Ray, like Linnæus, gave more attention to plants than to animals, and depended upon his colleague, Willughby, for much of the data, especially in the fishes. And, like Linnæeus also, Ray had a superb gift of order and a philosophical mind that made him a worthy countryman and contemporary of Sir Isaac Newton.

In his tabular analysis Ray distinctly foreshadows Linnæus in the following points:

1. The higher vertebrates are contrasted with the fishes as breathing by lungs instead of gills.

2. The whales are classed with the viviparous animals and expressly removed from the fishes, from which they were further distinguished by the horizontality of the tail fin. This step, however, was felt to be so radical that Ray afterwards constructed a definition which included both whales and fishes.
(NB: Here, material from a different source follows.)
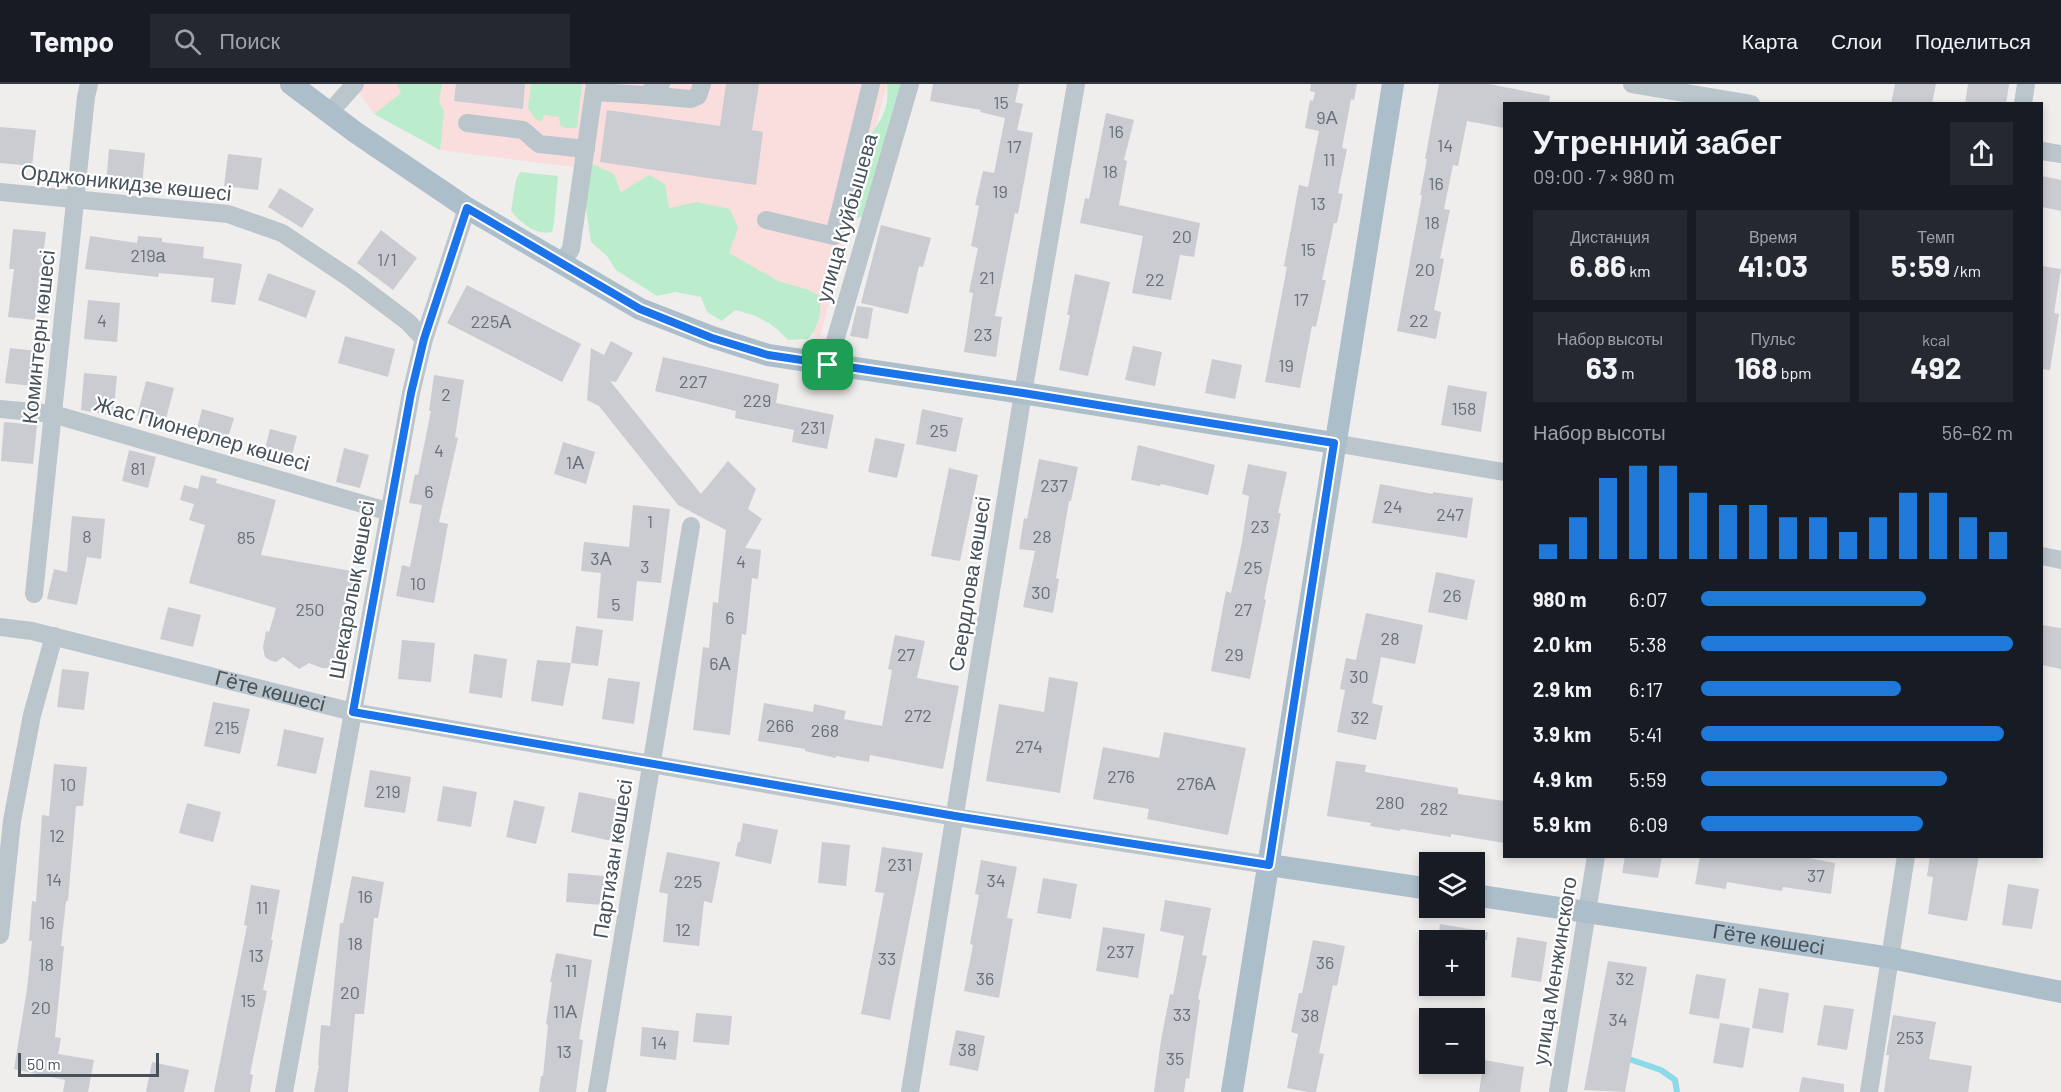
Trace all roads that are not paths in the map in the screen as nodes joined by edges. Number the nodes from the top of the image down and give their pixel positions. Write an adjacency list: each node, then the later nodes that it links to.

3. As remarked by Gill, the terrestrial or quadruped mammals are bracketed with the aquatic as "Vivipara," and contrasted with the "Ovipara" or "Aves." "The Vivipara are exactly coextensive with Mammalia, but the word vivipara was used as an adjective and not as a noun. Linnæus did not catch up with this concept till 1758, when he advanced beyond it by recognizing the group as a class and giving it an apt name."[1]
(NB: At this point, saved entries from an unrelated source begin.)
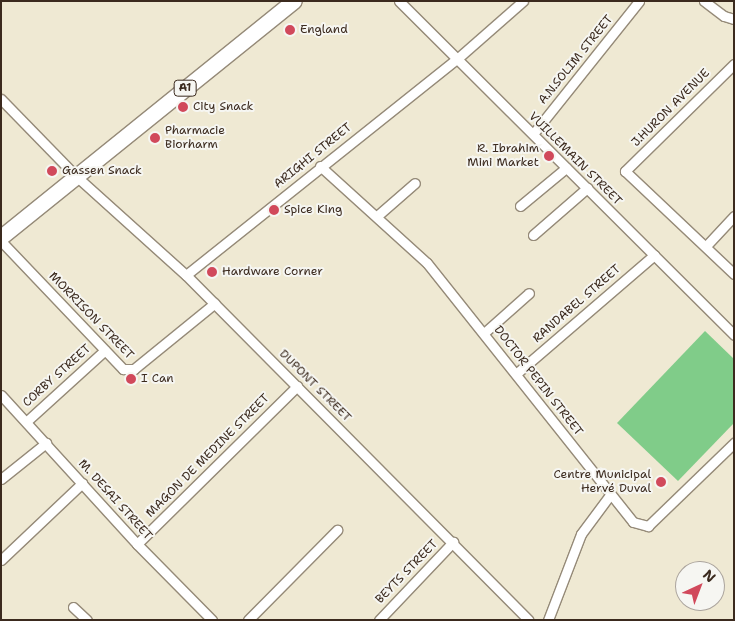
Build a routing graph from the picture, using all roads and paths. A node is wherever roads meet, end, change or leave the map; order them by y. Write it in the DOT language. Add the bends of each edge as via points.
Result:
graph roads {
  1 [pos="294,1"];
  2 [pos="400,1"];
  3 [pos="523,1"];
  4 [pos="638,1"];
  5 [pos="704,1"];
  6 [pos="734,19"];
  7 [pos="457,59"];
  8 [pos="734,64"];
  9 [pos="1,99"];
  10 [pos="532,134"];
  11 [pos="320,166"];
  12 [pos="566,168"];
  13 [pos="76,176"];
  14 [pos="415,183"];
  15 [pos="587,188"];
  16 [pos="520,206"];
  17 [pos="377,216"];
  18 [pos="734,216"];
  19 [pos="532,235"];
  20 [pos="1,237"];
  21 [pos="1,241"];
  22 [pos="706,246"];
  23 [pos="654,255"];
  24 [pos="734,274"];
  25 [pos="186,275"];
  26 [pos="529,293"];
  27 [pos="215,303"];
  28 [pos="484,333"];
  29 [pos="734,335"];
  30 [pos="105,350"];
  31 [pos="517,373"];
  32 [pos="298,386"];
  33 [pos="1,395"];
  34 [pos="27,422"];
  35 [pos="46,443"];
  36 [pos="734,443"];
  37 [pos="1,479"];
  38 [pos="82,483"];
  39 [pos="610,494"];
  40 [pos="337,530"];
  41 [pos="453,542"];
  42 [pos="137,544"];
  43 [pos="1,560"];
  44 [pos="74,607"];
  45 [pos="87,620"];
  46 [pos="212,620"];
  47 [pos="248,620"];
  48 [pos="379,620"];
  49 [pos="529,620"];
  50 [pos="548,620"];
  1 -- 13 [label="main road, A1"];
  2 -- 7 [label="street, VUILLEMAIN STREET"];
  3 -- 7 [label="street, ARIGHI STREET"];
  4 -- 10 [label="street, A.N.SOLIM STREET"];
  5 -- 6 [label="street" via="724,16"];
  7 -- 10 [label="street, VUILLEMAIN STREET"];
  7 -- 11 [label="street, ARIGHI STREET"];
  8 -- 22 [label="street, J.HURON AVENUE" via="625,171"];
  9 -- 13 [label="street, DUPONT STREET"];
  10 -- 12 [label="street, VUILLEMAIN STREET"];
  11 -- 17 [label="street, DOCTOR PEPIN STREET"];
  11 -- 25 [label="street, ARIGHI STREET"];
  12 -- 15 [label="street, VUILLEMAIN STREET"];
  12 -- 16 [label="street"];
  13 -- 20 [label="main road, A1"];
  13 -- 25 [label="street, DUPONT STREET"];
  14 -- 17 [label="street"];
  15 -- 19 [label="street"];
  15 -- 23 [label="street, VUILLEMAIN STREET"];
  17 -- 28 [label="street, DOCTOR PEPIN STREET" via="427,263"];
  18 -- 22 [label="street"];
  21 -- 30 [label="street, MORRISON STREET"];
  22 -- 24 [label="street"];
  23 -- 29 [label="street, VUILLEMAIN STREET"];
  23 -- 31 [label="street, RANDABEL STREET"];
  25 -- 27 [label="street, DUPONT STREET"];
  26 -- 28 [label="street"];
  27 -- 30 [label="street, MORRISON STREET" via="134,369 123,369"];
  27 -- 32 [label="street, DUPONT STREET"];
  28 -- 31 [label="street, DOCTOR PEPIN STREET"];
  30 -- 34 [label="street, CORBY STREET"];
  31 -- 39 [label="street, DOCTOR PEPIN STREET"];
  32 -- 41 [label="street, DUPONT STREET"];
  32 -- 42 [label="street, MAGON DE MEDINE STREET"];
  33 -- 34 [label="street, M. DESAI STREET"];
  34 -- 35 [label="street, M. DESAI STREET"];
  35 -- 37 [label="street"];
  35 -- 38 [label="street, M. DESAI STREET"];
  36 -- 39 [label="street, DOCTOR PEPIN STREET" via="648,526 633,522"];
  38 -- 42 [label="street, M. DESAI STREET"];
  38 -- 43 [label="street"];
  39 -- 50 [label="street" via="582,534"];
  40 -- 47 [label="street"];
  41 -- 48 [label="street, BEYTS STREET"];
  41 -- 49 [label="street, DUPONT STREET"];
  42 -- 46 [label="street, M. DESAI STREET"];
  44 -- 45 [label="street"];
}
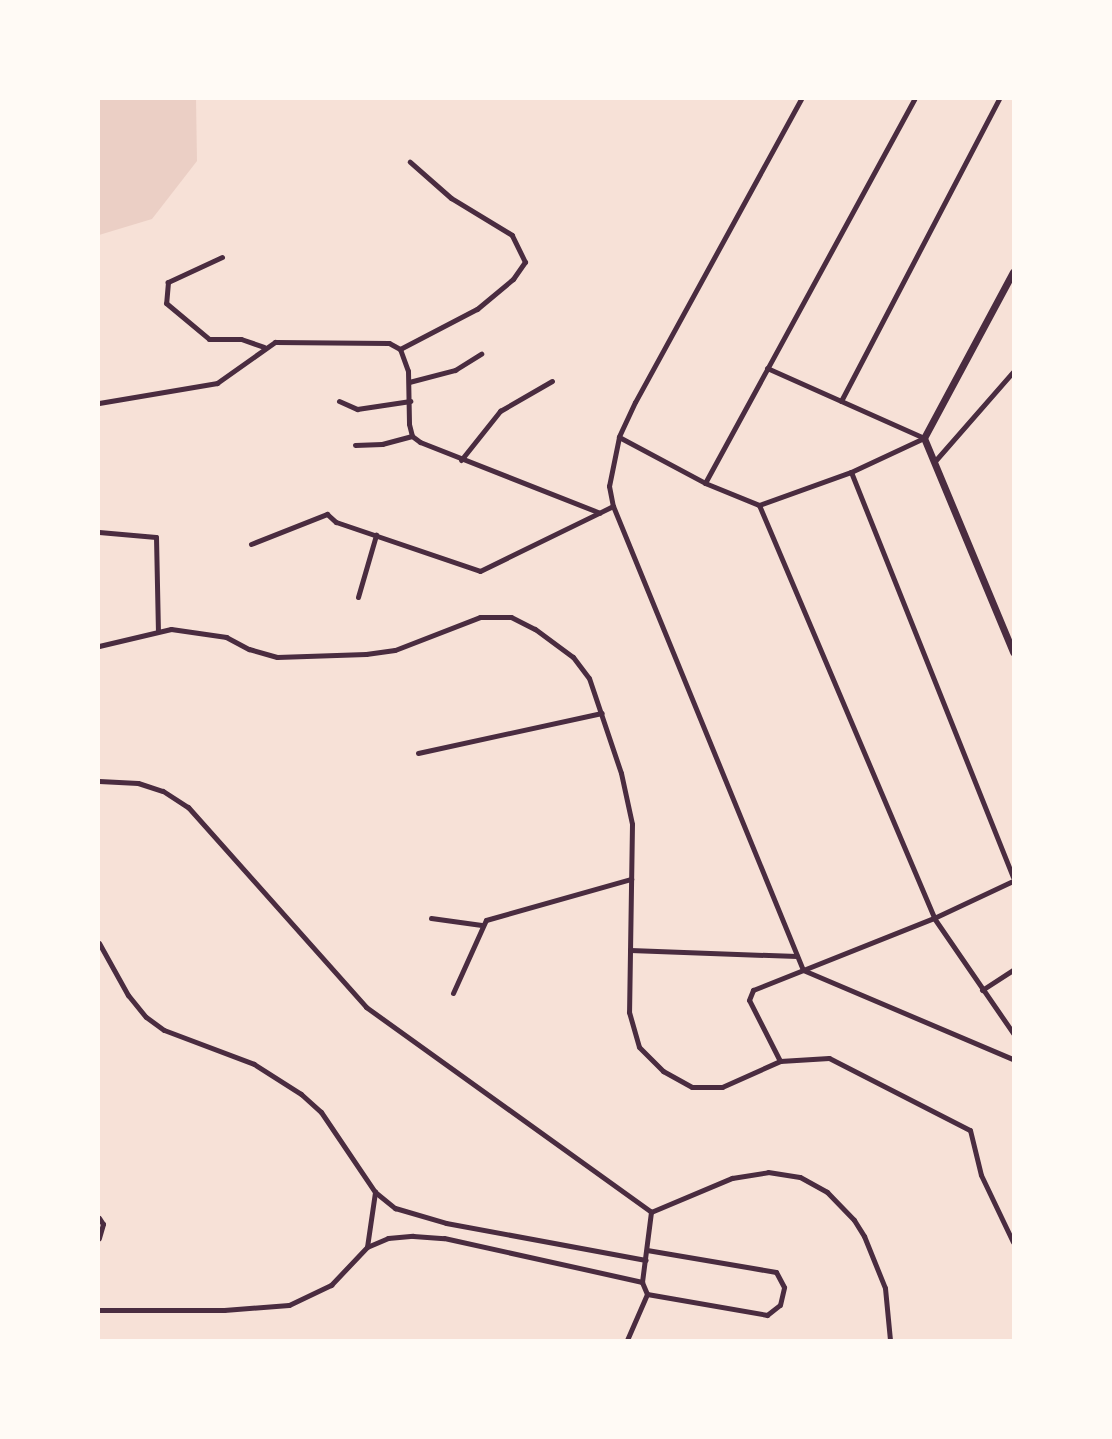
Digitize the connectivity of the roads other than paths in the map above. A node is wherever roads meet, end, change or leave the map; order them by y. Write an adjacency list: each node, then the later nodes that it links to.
1 (801, 99): 19 (street)
2 (914, 99): 10 (street)
3 (999, 99): 16 (street)
4 (410, 162): 8 (street)
5 (222, 257): 7 (street)
6 (1013, 273): 20 (street)
7 (264, 347): 8 (street); 17 (street)
8 (400, 349): 13 (street)
9 (482, 354): 13 (street)
10 (767, 368): 16 (street); 25 (street)
11 (1013, 372): 23 (street)
12 (552, 381): 22 (street)
13 (409, 382): 15 (street)
14 (339, 401): 15 (street)
15 (410, 401): 18 (street)
16 (841, 401): 20 (street)
17 (99, 403)
18 (412, 436): 21 (street); 22 (street)
19 (619, 437): 25 (street); 27 (street)
20 (924, 438): 23 (street); 24 (street)
21 (355, 445)
22 (461, 460): 28 (street)
23 (935, 460): 35 (street)
24 (851, 472): 26 (street); 40 (street)
25 (705, 483): 26 (street)
26 (759, 505): 42 (street)
27 (613, 506): 28 (street); 46 (street)
28 (600, 513): 30 (street)
29 (99, 532): 33 (street)
30 (376, 536): 31 (street); 32 (street)
31 (251, 544)
32 (358, 597)
33 (158, 630): 34 (street); 36 (street)
34 (99, 646)
35 (1013, 651)
36 (602, 713): 37 (street); 39 (street)
37 (418, 753)
38 (99, 781): 55 (street)
39 (631, 879): 43 (street); 45 (street)
40 (1013, 879): 42 (street)
41 (431, 918): 43 (street)
42 (934, 918): 47 (street); 49 (street)
43 (482, 926): 50 (street)
44 (99, 943): 54 (street)
45 (630, 950): 46 (street); 53 (street)
46 (797, 956): 47 (street)
47 (802, 970): 52 (street); 53 (street)
48 (1013, 970): 49 (street)
49 (982, 990): 51 (street)
50 (453, 993)
51 (1013, 1034)
52 (1013, 1059)
53 (780, 1061): 58 (street)
54 (375, 1192): 59 (street); 61 (street)
55 (651, 1212): 60 (street); 66 (street)
56 (99, 1218): 57 (street)
57 (99, 1239)
58 (1013, 1242)
59 (367, 1247): 62 (street); 64 (street)
60 (647, 1250): 61 (street); 63 (street)
61 (646, 1260): 62 (street)
62 (642, 1282): 63 (street)
63 (647, 1294): 65 (street)
64 (99, 1310)
65 (627, 1340)
66 (890, 1340)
4. The double ventricle is noted as characteristic of both Tivipara and Ovipara.

5. In order to associate the "Manati" and other amphibious mammals with their terrestrial congeners the term "hairy animals" is employed as more comprehensive than quadrupeds.
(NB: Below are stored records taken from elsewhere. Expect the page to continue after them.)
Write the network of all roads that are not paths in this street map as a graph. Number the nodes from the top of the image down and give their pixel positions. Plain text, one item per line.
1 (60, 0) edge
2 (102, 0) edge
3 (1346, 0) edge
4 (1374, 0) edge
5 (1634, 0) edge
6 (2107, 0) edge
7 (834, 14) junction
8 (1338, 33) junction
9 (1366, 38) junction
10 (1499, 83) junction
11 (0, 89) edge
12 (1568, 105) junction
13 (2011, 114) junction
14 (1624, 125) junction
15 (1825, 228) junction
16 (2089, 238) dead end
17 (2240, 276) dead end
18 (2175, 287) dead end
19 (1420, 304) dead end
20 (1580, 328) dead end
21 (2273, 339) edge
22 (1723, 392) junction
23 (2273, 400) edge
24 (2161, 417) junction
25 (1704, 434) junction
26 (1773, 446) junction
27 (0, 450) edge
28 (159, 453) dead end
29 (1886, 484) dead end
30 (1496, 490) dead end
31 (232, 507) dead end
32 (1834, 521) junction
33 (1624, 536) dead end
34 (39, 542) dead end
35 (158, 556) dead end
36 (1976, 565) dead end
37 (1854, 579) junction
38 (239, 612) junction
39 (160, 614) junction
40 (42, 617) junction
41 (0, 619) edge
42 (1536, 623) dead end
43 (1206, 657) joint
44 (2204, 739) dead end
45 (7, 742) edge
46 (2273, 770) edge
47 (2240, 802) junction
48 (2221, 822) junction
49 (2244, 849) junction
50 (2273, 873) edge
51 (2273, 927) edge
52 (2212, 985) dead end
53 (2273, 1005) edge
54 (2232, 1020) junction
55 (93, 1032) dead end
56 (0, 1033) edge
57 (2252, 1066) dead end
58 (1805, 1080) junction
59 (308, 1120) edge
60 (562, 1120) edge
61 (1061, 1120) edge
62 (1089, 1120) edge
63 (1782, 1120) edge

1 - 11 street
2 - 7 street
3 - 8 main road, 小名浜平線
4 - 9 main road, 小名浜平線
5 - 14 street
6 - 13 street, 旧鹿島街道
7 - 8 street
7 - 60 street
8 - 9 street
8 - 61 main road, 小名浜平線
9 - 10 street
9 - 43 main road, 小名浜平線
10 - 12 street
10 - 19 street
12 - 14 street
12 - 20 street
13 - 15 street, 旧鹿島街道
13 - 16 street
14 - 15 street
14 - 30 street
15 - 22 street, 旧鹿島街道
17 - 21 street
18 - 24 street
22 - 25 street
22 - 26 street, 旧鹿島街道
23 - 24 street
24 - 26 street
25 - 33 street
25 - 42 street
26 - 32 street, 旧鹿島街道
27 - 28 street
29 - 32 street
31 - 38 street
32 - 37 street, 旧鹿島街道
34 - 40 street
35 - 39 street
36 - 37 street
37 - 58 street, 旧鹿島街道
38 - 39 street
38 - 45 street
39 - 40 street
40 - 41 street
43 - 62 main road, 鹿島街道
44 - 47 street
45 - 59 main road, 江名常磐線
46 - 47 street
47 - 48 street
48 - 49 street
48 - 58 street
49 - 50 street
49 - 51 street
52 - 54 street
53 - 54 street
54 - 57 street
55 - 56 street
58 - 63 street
Ray further set the standard for Linnæus in his concise descriptions of European and foreign mammals, especially those described by travelers in America and in the east. Ray often used the term "species" merely as the equivalent of the middle English "spece," which survives in our word "spice," and meant "kind"; it was also equivalent to the logical "species (cf. the Greek εὶδς) of the schoolmen and is exemplified in Ray and Willughby's "Historia Piscium" in such phrases as "clarias niloticus Belonii mustelæ fluviatilis." "bagre piscis barbati acaculeati species." But Ray also used the term species in quite a Linnæan manner, as in the names Ovis laticauda, Ovis strepsiceros, Ovis domestica, etc. In form, at least, this foreshadows the binomial sys-


  1. "The Story of a Word—Mammal," Popular Science Monthly, Vol. LXI., September, 1902. pp. 434-438.